Nobody cared about my graduation. My boss waited until the last minute to sign off on my request for my day off for my graduation ceremony. She didn't even congratulate me. The principal eventually threw a party for me with a cake and a small gift. I think that because I was in the psych ward for a few days and my mom had mentioned my graduation to her when she was explaining why I was in the hospital. My mom wasn't going to tell her the real reason I was in the hospital so she told the principal that I was overwhelmed and got sick.

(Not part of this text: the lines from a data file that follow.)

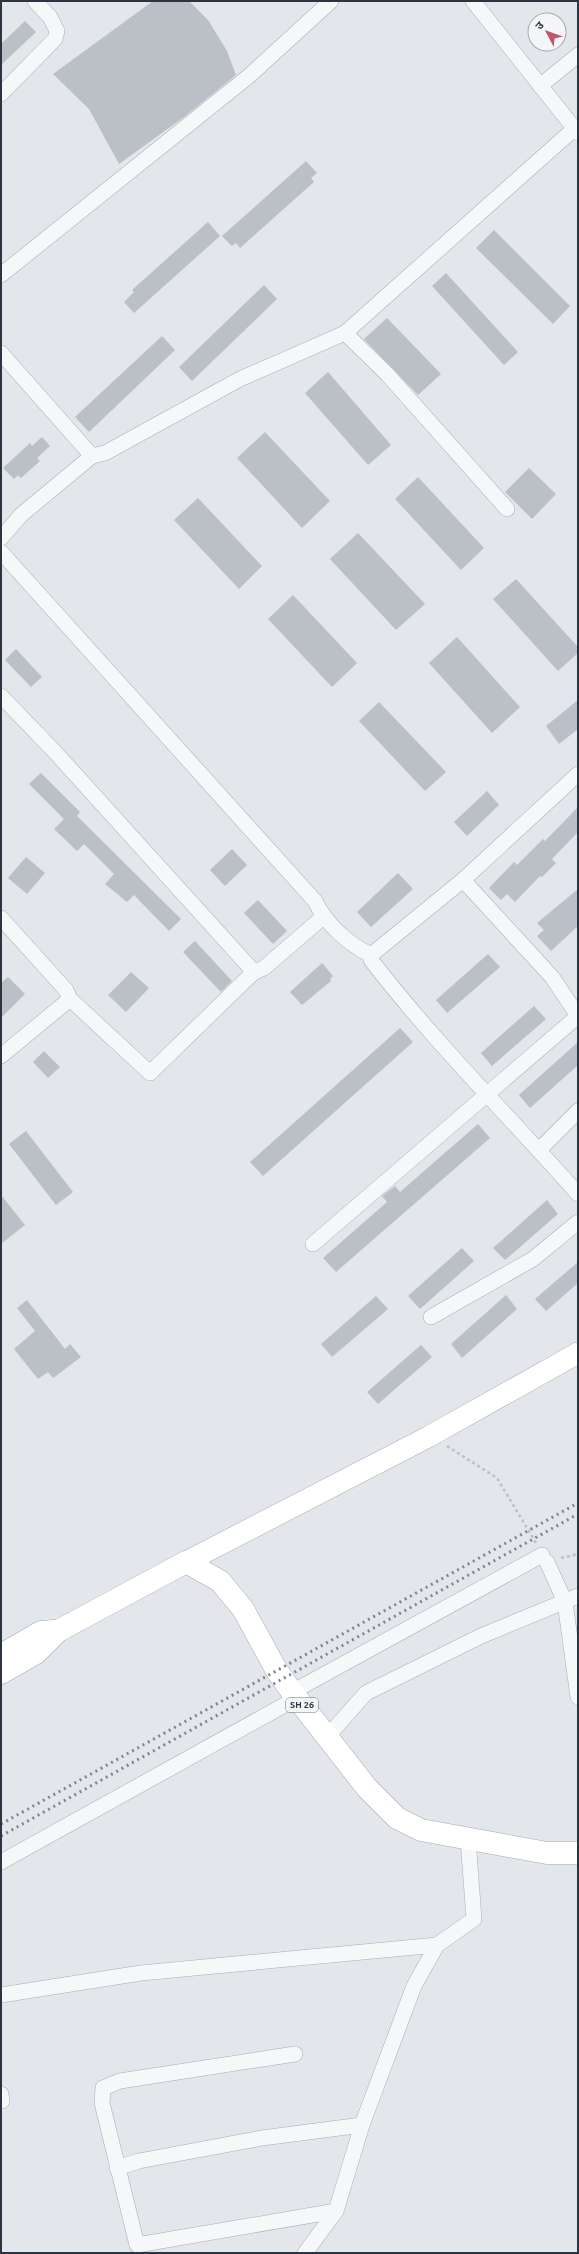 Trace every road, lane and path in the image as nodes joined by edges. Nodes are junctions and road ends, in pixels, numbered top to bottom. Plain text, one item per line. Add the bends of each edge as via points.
1 (35, 1) edge
2 (331, 1) edge
3 (473, 1) edge
4 (578, 55) edge
5 (540, 86) junction
6 (1, 94) edge
7 (576, 131) edge
8 (1, 275) edge
9 (346, 333) junction
10 (1, 354) edge
11 (92, 456) junction
12 (507, 509) dead end
13 (1, 538) edge
14 (1, 552) edge
15 (1, 696) edge
16 (578, 774) edge
17 (463, 880) junction
18 (323, 916) junction
19 (1, 918) edge
20 (371, 955) junction
21 (254, 972) junction
22 (70, 998) junction
23 (578, 1016) edge
24 (1, 1056) edge
25 (486, 1095) junction
26 (578, 1111) edge
27 (539, 1150) junction
28 (578, 1194) edge
29 (578, 1222) edge
30 (313, 1244) dead end
31 (431, 1317) dead end
32 (578, 1353) edge
33 (428, 1437) junction
34 (578, 1554) edge
35 (545, 1559) junction
36 (186, 1562) junction
37 (571, 1599) edge
38 (58, 1631) junction
39 (1, 1655) edge
40 (1, 1673) edge
41 (294, 1695) junction
42 (578, 1697) edge
43 (327, 1737) junction
44 (468, 1839) junction
45 (578, 1853) edge
46 (1, 1862) edge
47 (437, 1945) junction
48 (1, 1995) edge
49 (295, 2054) dead end
50 (362, 2125) junction
51 (117, 2168) junction
52 (336, 2211) junction
53 (305, 2253) edge

1 - 6 street via 50,17 57,31 55,39
2 - 8 street via 249,76
3 - 5 street
4 - 5 street
5 - 7 street
7 - 9 street
9 - 11 street via 240,379 105,453
9 - 12 street via 387,374
10 - 11 street
11 - 13 street via 21,516
14 - 18 street via 315,902
15 - 21 street
16 - 17 street
17 - 20 street
17 - 23 street via 552,977
18 - 20 street via 358,949
18 - 21 street via 264,968
19 - 22 street via 66,990
20 - 25 street via 371,960 409,1010
21 - 22 street via 150,1073
22 - 24 street
23 - 25 street
25 - 27 street
25 - 30 street
26 - 27 street
27 - 28 street
29 - 31 street via 533,1259
32 - 33 street
33 - 35 path via 497,1478
33 - 36 street
34 - 35 path
35 - 37 street
35 - 41 street
36 - 38 main road
36 - 41 main road, SH 26 via 220,1581 242,1609 277,1671
37 - 42 street
37 - 43 street via 481,1636 366,1693
38 - 39 main road via 41,1632
38 - 40 main road via 36,1653
41 - 43 main road, SH 26
41 - 46 street
43 - 44 main road, SH 26 via 367,1788 397,1818 420,1830
44 - 45 main road, SH 26 via 547,1852
44 - 47 street via 474,1919
47 - 48 street via 141,1974
47 - 50 street via 414,1986
49 - 51 street via 120,2081 103,2088 102,2103
50 - 51 street via 262,2138 138,2161
50 - 52 street
51 - 52 street via 137,2244
52 - 53 street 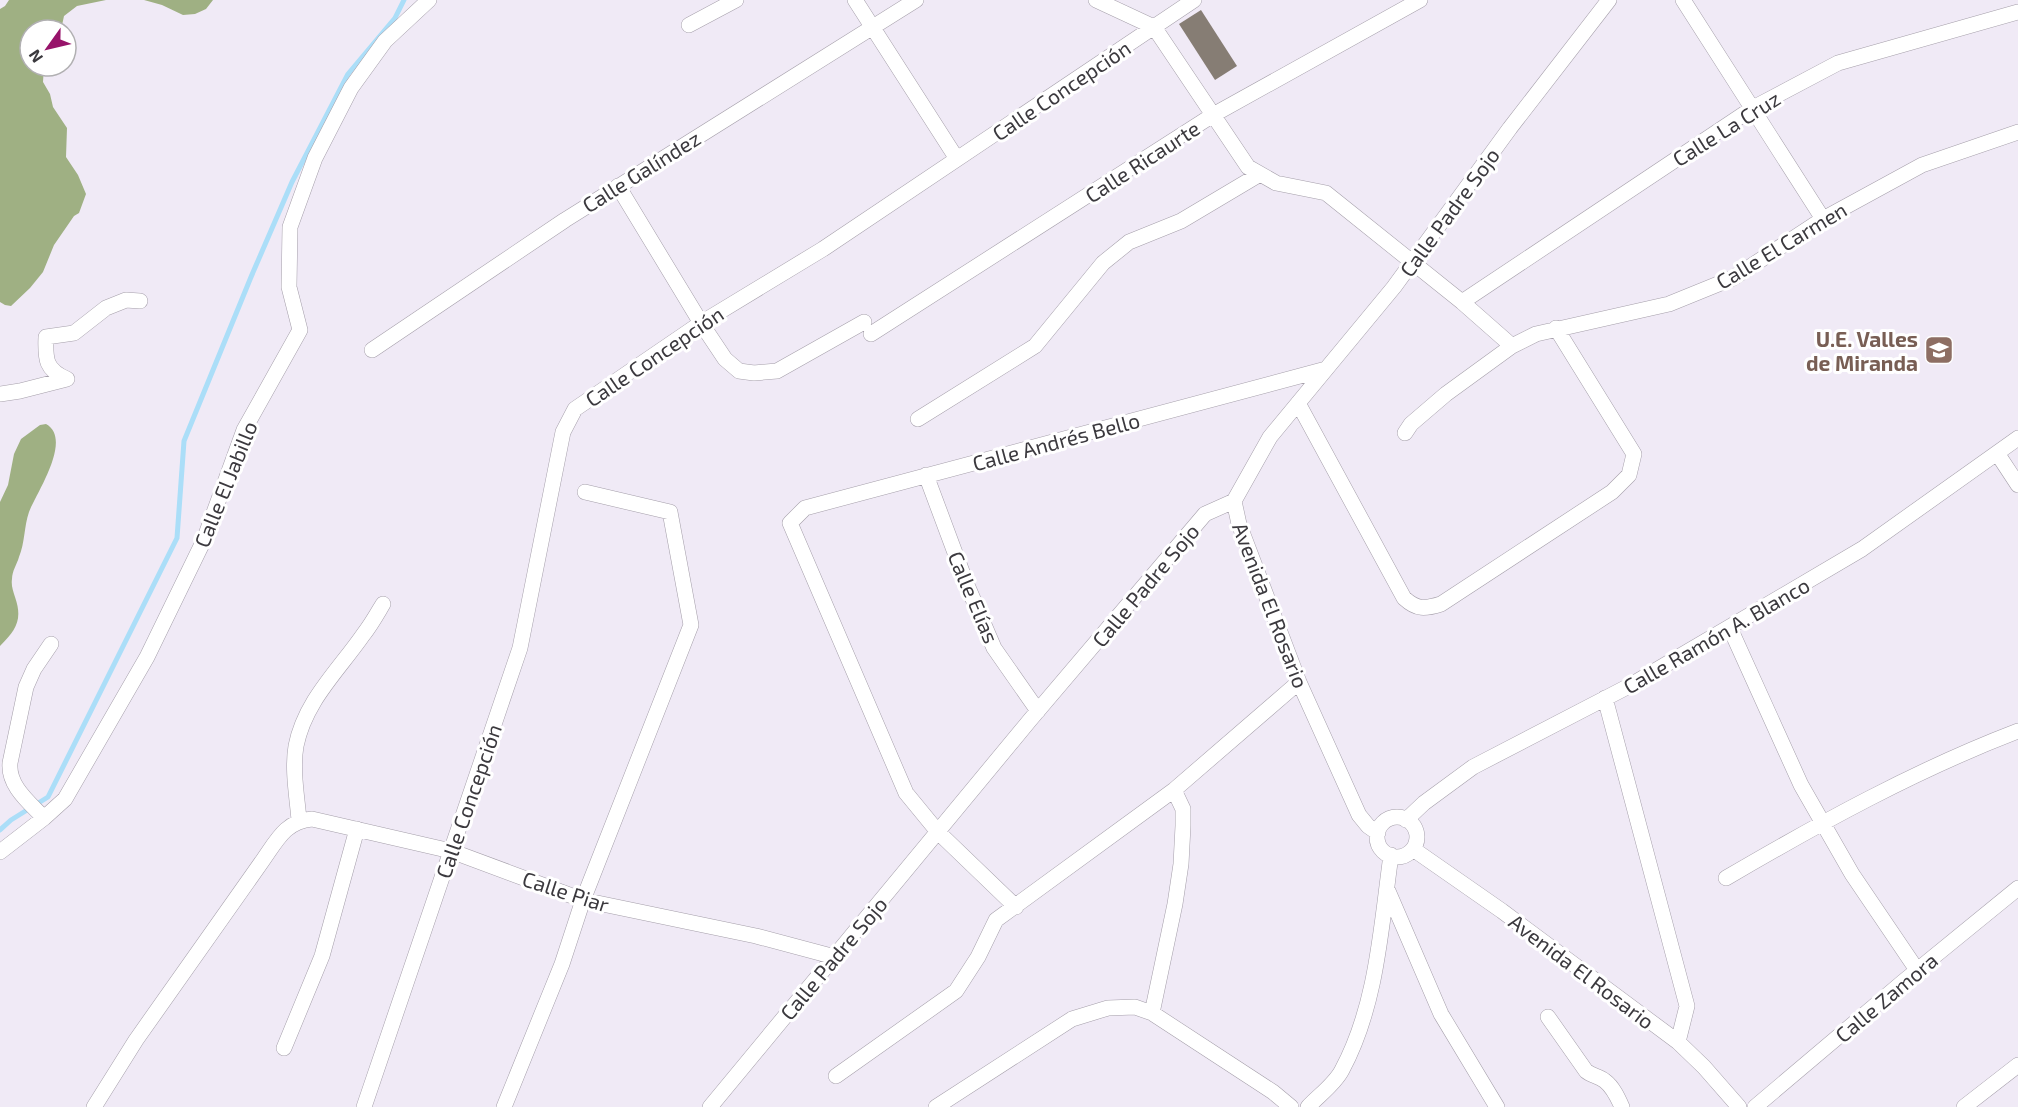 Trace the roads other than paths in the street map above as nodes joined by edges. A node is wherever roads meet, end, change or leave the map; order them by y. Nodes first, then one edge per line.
1 (429, 0) edge
2 (736, 0) edge
3 (855, 0) edge
4 (916, 0) edge
5 (1096, 0) edge
6 (1194, 0) edge
7 (1420, 0) edge
8 (1609, 0) edge
9 (1683, 0) edge
10 (2018, 12) edge
11 (689, 25) dead end
12 (1154, 27) junction
13 (873, 28) junction
14 (1753, 108) junction
15 (1213, 115) junction
16 (2018, 132) edge
17 (957, 159) junction
18 (1260, 174) junction
19 (618, 186) junction
20 (1824, 219) junction
21 (1412, 263) junction
22 (140, 301) dead end
23 (1462, 302) junction
24 (701, 323) junction
25 (1556, 328) junction
26 (1512, 346) junction
27 (372, 350) dead end
28 (1326, 369) junction
29 (0, 394) edge
30 (1299, 403) junction
31 (918, 419) dead end
32 (1405, 433) dead end
33 (2018, 438) edge
34 (1997, 453) junction
35 (926, 476) junction
36 (2018, 485) edge
37 (585, 492) dead end
38 (1234, 501) junction
39 (383, 604) dead end
40 (1730, 628) junction
41 (51, 644) dead end
42 (1299, 682) junction
43 (1605, 699) junction
44 (1038, 711) junction
45 (2018, 731) edge
46 (1174, 790) junction
47 (43, 816) junction
48 (1406, 819) junction
49 (299, 820) junction
50 (1822, 822) junction
51 (357, 829) junction
52 (938, 832) junction
53 (1378, 833) junction
54 (1413, 849) junction
55 (452, 851) junction
56 (0, 852) edge
57 (1391, 855) junction
58 (1726, 878) dead end
59 (1387, 888) junction
60 (2018, 890) edge
61 (584, 900) junction
62 (1016, 907) junction
63 (835, 957) junction
64 (1917, 970) junction
65 (1152, 1013) junction
66 (1548, 1017) dead end
67 (1678, 1042) junction
68 (284, 1048) dead end
69 (2018, 1065) edge
70 (836, 1076) dead end
71 (94, 1107) edge
72 (364, 1107) edge
73 (504, 1107) edge
74 (710, 1107) edge
75 (936, 1107) edge
76 (1291, 1107) edge
77 (1308, 1107) edge
78 (1497, 1107) edge
79 (1622, 1107) edge
80 (1739, 1107) edge
81 (1755, 1107) edge
82 (1964, 1107) edge

1 - 47 street, Calle El Jabillo
2 - 11 street
3 - 13 street
4 - 13 street, Calle Galíndez
5 - 12 street
6 - 12 street, Calle Concepción
7 - 15 street, Calle Ricaurte
8 - 21 street, Calle Padre Sojo
9 - 14 street
10 - 14 street, Calle La Cruz
12 - 15 street
12 - 17 street, Calle Concepción
13 - 17 street
13 - 19 street, Calle Galíndez
14 - 20 street
14 - 23 street, Calle La Cruz
15 - 18 street
15 - 24 street, Calle Ricaurte
16 - 20 street, Calle El Carmen
17 - 24 street, Calle Concepción
18 - 21 street
18 - 31 street
19 - 24 street, Calle Ricaurte
19 - 27 street, Calle Galíndez
20 - 25 street, Calle El Carmen
21 - 23 street
21 - 28 street, Calle Padre Sojo
22 - 29 street
23 - 26 street
24 - 55 street, Calle Concepción
25 - 26 street, Calle El Carmen
25 - 30 street
26 - 32 street, Calle El Carmen
28 - 30 street, Calle Padre Sojo
28 - 35 street, Calle Andrés Bello
30 - 38 street, Calle Padre Sojo
33 - 34 street, Calle Ramón A. Blanco
34 - 36 street
34 - 40 street, Calle Ramón A. Blanco
35 - 44 street, Calle Elías
35 - 52 street, Calle Andrés Bello
37 - 61 street
38 - 42 street, Avenida El Rosario
38 - 44 street, Calle Padre Sojo
39 - 49 street
40 - 43 street, Calle Ramón A. Blanco
40 - 50 street
41 - 47 street
42 - 46 street
42 - 53 street, Avenida El Rosario
43 - 48 street, Calle Ramón A. Blanco
43 - 67 street
44 - 52 street, Calle Padre Sojo
45 - 50 street
46 - 62 street
46 - 65 street
47 - 56 street, Calle El Jabillo
48 - 53 street
48 - 54 street
49 - 51 street, Calle Piar
49 - 71 street
50 - 58 street
50 - 64 street
51 - 55 street, Calle Piar
51 - 68 street
52 - 62 street
52 - 63 street, Calle Padre Sojo
53 - 57 street, Avenida El Rosario
54 - 57 street
54 - 67 street, Avenida El Rosario
55 - 61 street, Calle Piar
55 - 72 street, Calle Concepción
57 - 59 street
59 - 77 street
59 - 78 street
60 - 64 street, Calle Zamora
61 - 63 street, Calle Piar
61 - 73 street
62 - 70 street
63 - 74 street, Calle Padre Sojo
64 - 81 street, Calle Zamora
65 - 75 street
65 - 76 street
66 - 79 street
67 - 80 street, Avenida El Rosario
69 - 82 street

The party was alright, but I could tell that my coworkers really didn't care about my graduation. When other coworkers had bridal showers and baby showers and other stuff, everybody bent over backwards and did stuff for them. It sucks being the odd one out and not being cared about.


I hate being the odd person out myself and what makes it worse is that you can't confront these people without them "Blaming the victim," and making excuses for their behavior.